EUR/JPY berpotensi rebound setelah pemilu Italia



KONTAN.CO.ID - JAKARTA. Perlambatan inflasi periode Januari 2018 di Eropa membuat euro melemah terhadap yen. Mengutip Bloomberg, pasangan mata uang EUR/JPY melemah 0,07% ke 130,23 per Jumat (2/3) dibandingkan dengan hari sebelumnya.

Analis Monex Investindo Futures, Putu Agus Pransuamitra mengatakan pasangan EUR/JPY sudah melemah sejak awal Februari terpicu perlambatan inflasi periode Januari 2018. "ECB melihat inflasi sebagai acuan untuk mengetatkan moneter, inflasi turun berarti kemungkinan untuk mengetatkan moneter tipis," kata Putu, Jumat (2/3).

Perubahan sikap moneter Eropa yang ditunggu-tunggu pasar pun belum terjadi karena inflasi yang belum naik.


Sementara, yen berhasil unggul dari euro karena data ekonomi Jepang banyak menunjukkan hasil yang positif. Ditambah, langkah bank sentral Jepang untuk mengurangi pembelian obligasi jangka panjang pasar anggap sebegai langkah awal Jepang ingin melakukan pengetatan moneter.

"Jadi rencana pengetatan moneter di Eropa dan Jepang berkebalikan, di Eropa ekspektasi pengetatan moneter menurun, sementara di Jepang mulai muncul ekspektasi pengetatan moneter ini yang menyebabkan EUR/JPY menurun," kata Putu.

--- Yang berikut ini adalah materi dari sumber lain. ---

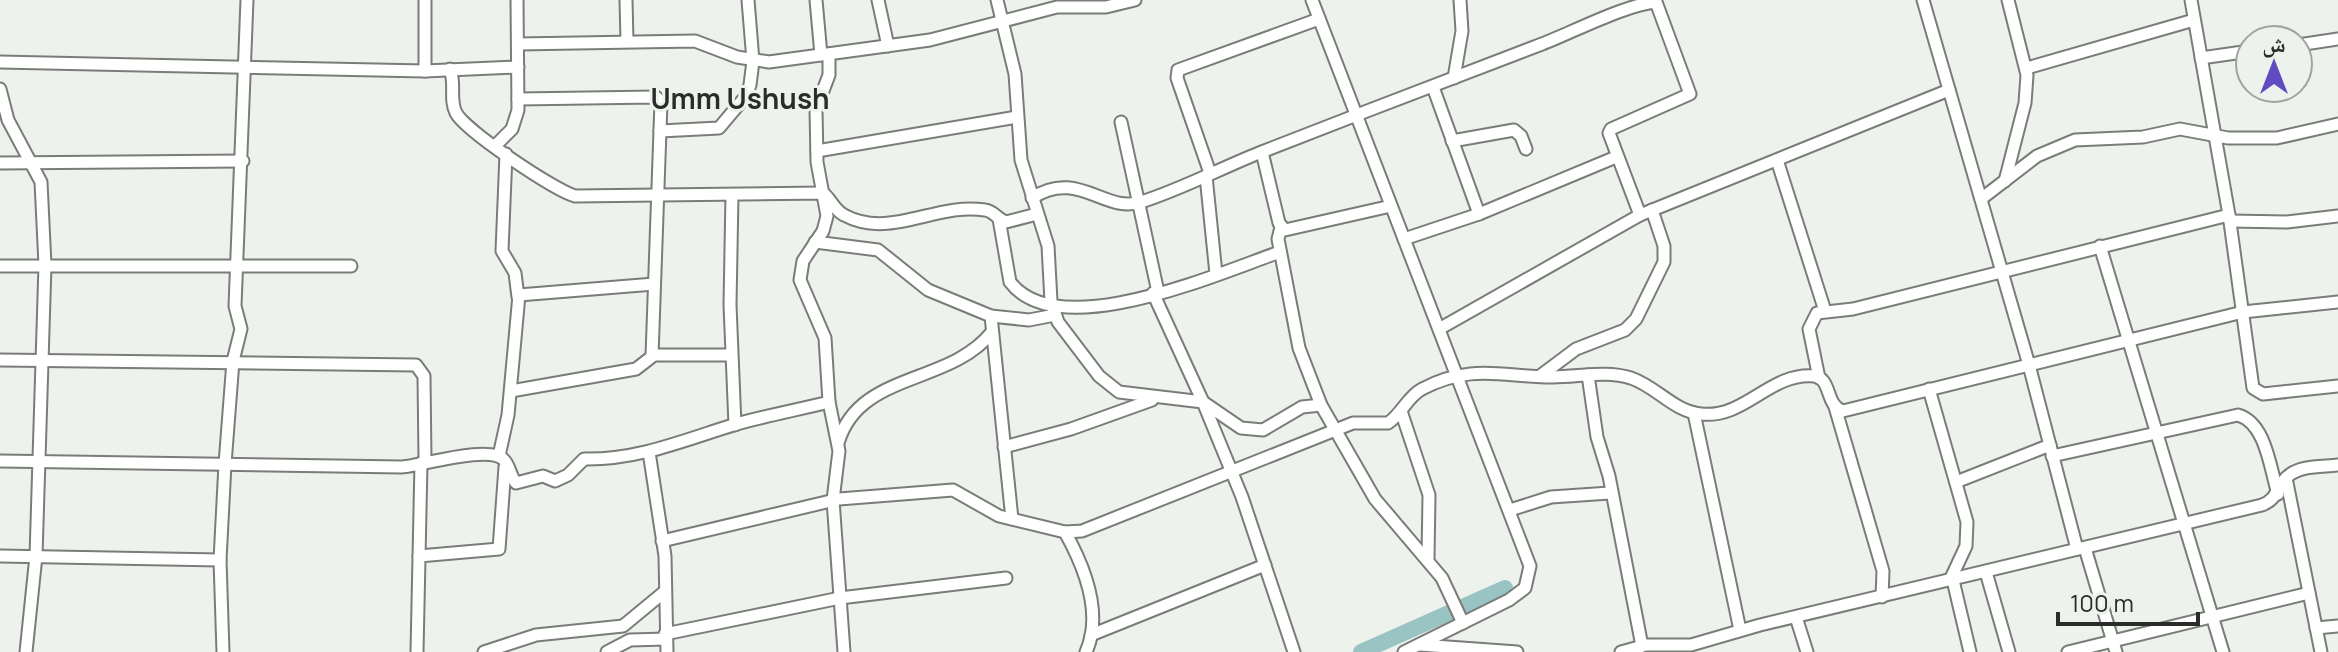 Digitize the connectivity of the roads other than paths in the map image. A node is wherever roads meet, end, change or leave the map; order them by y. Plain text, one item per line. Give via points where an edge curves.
1 (247, 0) edge
2 (425, 0) edge
3 (517, 0) edge
4 (626, 0) edge
5 (748, 0) edge
6 (816, 0) edge
7 (878, 0) edge
8 (997, 0) edge
9 (1135, 0) edge
10 (1312, 0) edge
11 (1460, 0) edge
12 (1923, 0) edge
13 (2008, 0) edge
14 (2191, 0) edge
15 (1650, 2) edge
16 (1319, 19) junction
17 (2194, 20) junction
18 (1001, 22) junction
19 (2338, 39) edge
20 (627, 41) junction
21 (2314, 43) edge
22 (518, 44) junction
23 (888, 46) junction
24 (2234, 53) edge
25 (825, 54) junction
26 (2201, 58) junction
27 (753, 61) junction
28 (0, 62) edge
29 (246, 67) junction
30 (518, 67) junction
31 (2027, 68) junction
32 (450, 69) junction
33 (425, 71) junction
34 (1454, 78) junction
35 (1433, 87) junction
36 (0, 89) edge
37 (1949, 90) junction
38 (518, 99) junction
39 (1356, 115) junction
40 (1017, 117) junction
41 (1121, 122) dead end
42 (2338, 124) edge
43 (660, 131) junction
44 (2215, 136) junction
45 (1452, 141) junction
46 (495, 146) junction
47 (1526, 149) dead end
48 (817, 151) junction
49 (1262, 152) junction
50 (506, 154) junction
51 (1616, 157) junction
52 (1777, 160) junction
53 (243, 161) junction
54 (0, 163) edge
55 (32, 164) junction
56 (1208, 174) junction
57 (2005, 181) junction
58 (823, 193) junction
59 (732, 195) junction
60 (657, 196) junction
61 (1032, 198) junction
62 (1981, 199) junction
63 (1138, 203) junction
64 (1391, 206) junction
65 (1646, 213) junction
66 (1037, 214) junction
67 (1479, 214) junction
68 (2338, 216) edge
69 (2229, 218) junction
70 (999, 219) junction
71 (1281, 227) junction
72 (1404, 239) junction
73 (815, 242) junction
74 (2100, 246) junction
75 (1280, 252) junction
76 (236, 264) junction
77 (45, 265) junction
78 (0, 266) edge
79 (351, 266) dead end
80 (2001, 269) junction
81 (1216, 274) junction
82 (654, 284) junction
83 (1156, 293) junction
84 (518, 297) junction
85 (2338, 302) edge
86 (1054, 311) junction
87 (1825, 311) junction
88 (2243, 312) junction
89 (991, 316) junction
90 (1439, 329) junction
91 (992, 332) junction
92 (2130, 339) junction
93 (731, 355) junction
94 (652, 356) junction
95 (0, 360) edge
96 (41, 361) junction
97 (233, 361) junction
98 (2029, 365) junction
99 (1588, 375) junction
100 (1457, 376) junction
101 (1540, 376) junction
102 (1819, 378) junction
103 (2338, 386) edge
104 (1929, 389) junction
105 (511, 391) junction
106 (1157, 397) junction
107 (829, 402) junction
108 (1203, 402) junction
109 (1321, 405) junction
110 (1835, 407) junction
111 (1401, 411) junction
112 (1694, 413) junction
113 (735, 425) junction
114 (1338, 431) junction
115 (2156, 432) junction
116 (838, 443) junction
117 (1004, 447) junction
118 (2051, 451) junction
119 (649, 452) junction
120 (502, 459) junction
121 (0, 461) edge
122 (40, 461) junction
123 (423, 462) junction
124 (225, 464) junction
125 (2338, 465) edge
126 (1232, 471) junction
127 (2286, 478) junction
128 (1956, 482) junction
129 (1610, 493) junction
130 (2278, 494) junction
131 (833, 500) junction
132 (1510, 510) junction
133 (1012, 519) junction
134 (2184, 523) junction
135 (1065, 532) junction
136 (662, 541) junction
137 (2081, 548) junction
138 (0, 556) edge
139 (36, 556) junction
140 (419, 556) junction
141 (1428, 559) junction
142 (220, 560) junction
143 (1265, 565) junction
144 (1986, 572) junction
145 (1006, 578) dead end
146 (1952, 581) junction
147 (663, 593) junction
148 (2309, 593) junction
149 (1882, 597) junction
150 (840, 598) junction
151 (2212, 616) junction
152 (1796, 617) junction
153 (1463, 623) junction
154 (2338, 626) edge
155 (2316, 628) junction
156 (1740, 630) junction
157 (1091, 635) junction
158 (2112, 640) junction
159 (666, 642) edge
160 (1420, 645) junction
161 (1642, 646) junction
162 (1692, 649) edge
163 (1497, 650) edge
164 (26, 652) edge
165 (223, 652) edge
166 (417, 652) edge
167 (487, 652) edge
168 (607, 652) edge
169 (844, 652) edge
170 (1086, 652) edge
171 (1294, 652) edge
172 (1404, 652) edge
173 (1517, 652) edge
174 (1621, 652) edge
175 (1807, 652) edge
176 (1970, 652) edge
177 (2009, 652) edge
178 (2068, 652) edge
179 (2116, 652) edge
180 (2223, 652) edge
181 (2321, 652) edge

1 - 29 street
2 - 33 street
3 - 22 street
4 - 20 street
5 - 27 street
6 - 25 street
7 - 23 street
8 - 18 street
9 - 18 street via 1106,7 1065,6
10 - 16 street
11 - 34 street via 1462,31
12 - 37 street
13 - 31 street
14 - 17 street
15 - 34 street
15 - 51 street via 1690,94 1611,129 1608,139
16 - 39 street
16 - 56 street via 1178,70
17 - 26 street
17 - 31 street
18 - 23 street
18 - 40 street via 1015,74
19 - 21 street
20 - 22 street
20 - 27 street via 695,41
22 - 30 street
23 - 25 street
24 - 26 street
25 - 27 street
25 - 48 street via 829,75 817,104
26 - 44 street
27 - 43 street via 749,90 722,126
28 - 29 street
29 - 33 street
29 - 53 street
30 - 32 street
30 - 38 street
31 - 57 street via 2025,103
32 - 33 street
32 - 46 street via 458,115
34 - 35 street
35 - 39 street
35 - 45 street
36 - 55 street via 8,120
37 - 52 street
37 - 62 street
38 - 43 street via 656,97 662,104
38 - 46 street via 512,129
39 - 49 street
39 - 64 street
40 - 48 street
40 - 61 street
41 - 63 street
42 - 44 street via 2277,138
43 - 60 street
44 - 57 street via 2180,129 2143,137 2075,140 2046,151
44 - 69 street
45 - 47 street via 1511,130 1521,136
45 - 67 street
46 - 50 street
48 - 58 street
49 - 56 street
49 - 71 street
50 - 60 street via 569,194
50 - 84 street via 502,251 515,273
51 - 65 street
51 - 67 street
52 - 65 street
52 - 87 street
53 - 55 street
53 - 76 street
54 - 55 street
55 - 77 street via 41,182
56 - 63 street
56 - 81 street
57 - 62 street
58 - 59 street
58 - 70 street via 841,214 872,225 965,208 988,210
58 - 73 street via 826,223
59 - 60 street
59 - 93 street
60 - 82 street
61 - 63 street via 1064,188 1122,204
61 - 66 street
62 - 80 street
63 - 83 street
64 - 71 street
64 - 72 street
65 - 90 street
65 - 101 street via 1664,246 1664,262 1636,319 1625,330 1576,349
66 - 70 street
66 - 86 street via 1050,259
67 - 72 street
68 - 69 street via 2287,222
69 - 74 street
69 - 88 street
70 - 86 street via 1010,282
71 - 75 street
72 - 90 street
73 - 89 street via 878,250 928,290
73 - 107 street via 803,261 800,280 825,338
74 - 80 street
74 - 92 street
75 - 81 street
75 - 109 street via 1293,326
76 - 77 street
76 - 79 street
76 - 97 street via 235,306 241,329
77 - 78 street
77 - 96 street
80 - 87 street via 1853,309
80 - 98 street
81 - 83 street
82 - 84 street
82 - 94 street
83 - 86 street
83 - 108 street
84 - 105 street
85 - 88 street
86 - 89 street via 1029,320
86 - 106 street via 1105,382 1125,394
87 - 102 street via 1814,315 1809,326
88 - 92 street
88 - 103 street via 2257,392
89 - 91 street
90 - 100 street
91 - 116 street via 966,356 863,400 846,421
91 - 117 street
92 - 98 street
92 - 115 street
93 - 94 street
93 - 113 street
94 - 105 street via 636,369
95 - 96 street
96 - 97 street
96 - 122 street
97 - 123 street via 419,366 424,373
97 - 124 street
98 - 104 street
98 - 118 street
99 - 101 street
99 - 112 street via 1628,377
99 - 129 street
100 - 101 street via 1502,371
100 - 111 street via 1419,390
100 - 132 street
102 - 110 street
102 - 112 street via 1777,383 1720,414
104 - 110 street via 1843,411
104 - 128 street
105 - 120 street
106 - 108 street
106 - 117 street
107 - 113 street
107 - 116 street
108 - 109 street via 1254,431 1302,407
108 - 126 street
109 - 114 street
110 - 149 street via 1883,571
111 - 114 street via 1388,423 1353,423
111 - 141 street via 1429,495
112 - 156 street
113 - 119 street
114 - 126 street
114 - 141 street via 1375,499
115 - 118 street
115 - 130 street via 2238,415 2246,418 2258,430
115 - 134 street
116 - 131 street via 840,467
117 - 133 street
118 - 128 street
118 - 137 street
119 - 120 street via 584,459 555,481 543,476 516,483
119 - 136 street
120 - 123 street
120 - 140 street via 499,549
121 - 122 street
122 - 124 street
122 - 139 street
123 - 124 street via 402,467
123 - 140 street
124 - 142 street
125 - 127 street via 2300,469
126 - 135 street via 1087,529
126 - 143 street
127 - 130 street
127 - 148 street
128 - 146 street via 1968,534
129 - 132 street via 1551,497
129 - 161 street
130 - 134 street via 2267,504
131 - 133 street via 953,490
131 - 136 street
131 - 150 street
132 - 153 street via 1530,566 1525,588
133 - 135 street
134 - 137 street
134 - 151 street
135 - 157 street via 1087,583
136 - 147 street
137 - 144 street
137 - 158 street
138 - 139 street
139 - 142 street
139 - 164 street
140 - 166 street
141 - 153 street via 1449,589
142 - 165 street
143 - 157 street
143 - 171 street
144 - 146 street
144 - 177 street
145 - 150 street
146 - 149 street
146 - 176 street
147 - 159 street
147 - 167 street via 623,626 527,636
148 - 151 street
148 - 155 street
149 - 152 street
150 - 159 street
150 - 169 street
151 - 158 street
151 - 180 street
152 - 156 street
152 - 175 street
153 - 160 street
154 - 155 street
155 - 181 street
156 - 162 street
157 - 170 street
158 - 178 street
158 - 179 street
159 - 168 street via 630,640
160 - 163 street
160 - 172 street
161 - 162 street
161 - 174 street
163 - 173 street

Untuk Senin (5/2) Putu memproyeksikan karena euro berpotensi rebound setelah ada kepastian hasil pemilu di Italia berlangsung. "EUR masih menunggu hasil pemilu Italia, situasi politik juga beri tekanan ke Eropa," kata Putu.

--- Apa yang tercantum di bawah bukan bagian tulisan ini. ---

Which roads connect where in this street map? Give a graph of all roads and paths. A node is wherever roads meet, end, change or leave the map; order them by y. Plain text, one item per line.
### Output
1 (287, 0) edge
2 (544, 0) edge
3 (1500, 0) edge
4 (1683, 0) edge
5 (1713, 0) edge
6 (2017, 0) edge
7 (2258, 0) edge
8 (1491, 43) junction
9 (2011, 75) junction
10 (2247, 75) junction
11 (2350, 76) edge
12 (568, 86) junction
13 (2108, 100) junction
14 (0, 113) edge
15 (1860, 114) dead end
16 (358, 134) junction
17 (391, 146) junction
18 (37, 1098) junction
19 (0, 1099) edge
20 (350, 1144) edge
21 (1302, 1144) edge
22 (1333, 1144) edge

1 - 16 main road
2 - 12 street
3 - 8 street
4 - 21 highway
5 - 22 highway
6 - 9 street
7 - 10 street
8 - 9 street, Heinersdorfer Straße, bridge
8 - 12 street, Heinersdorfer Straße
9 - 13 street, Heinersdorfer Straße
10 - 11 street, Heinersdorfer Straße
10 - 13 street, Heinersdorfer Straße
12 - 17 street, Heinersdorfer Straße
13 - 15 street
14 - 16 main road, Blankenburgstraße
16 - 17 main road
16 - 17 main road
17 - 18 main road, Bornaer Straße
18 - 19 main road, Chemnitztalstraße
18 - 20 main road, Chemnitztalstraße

Secara teknikal, Putu menganalisis harga berada di atas MA 50, 100, dan 200. MACD bergerak turun di level 1,1. Stochastic turun berada di level 9. RSI bergerak turun di level 17. Data ini mengindikasikan harga mengalami penurunan dan memasuki jenuh beli sehingga berpeluang rebound. Ia merekomendasikan buy on dips pada EUR/JPY  dengan prediksi support 129,10 - 128,70 - 128,35 dan resistance 130,60 - 131,00 - 131,30.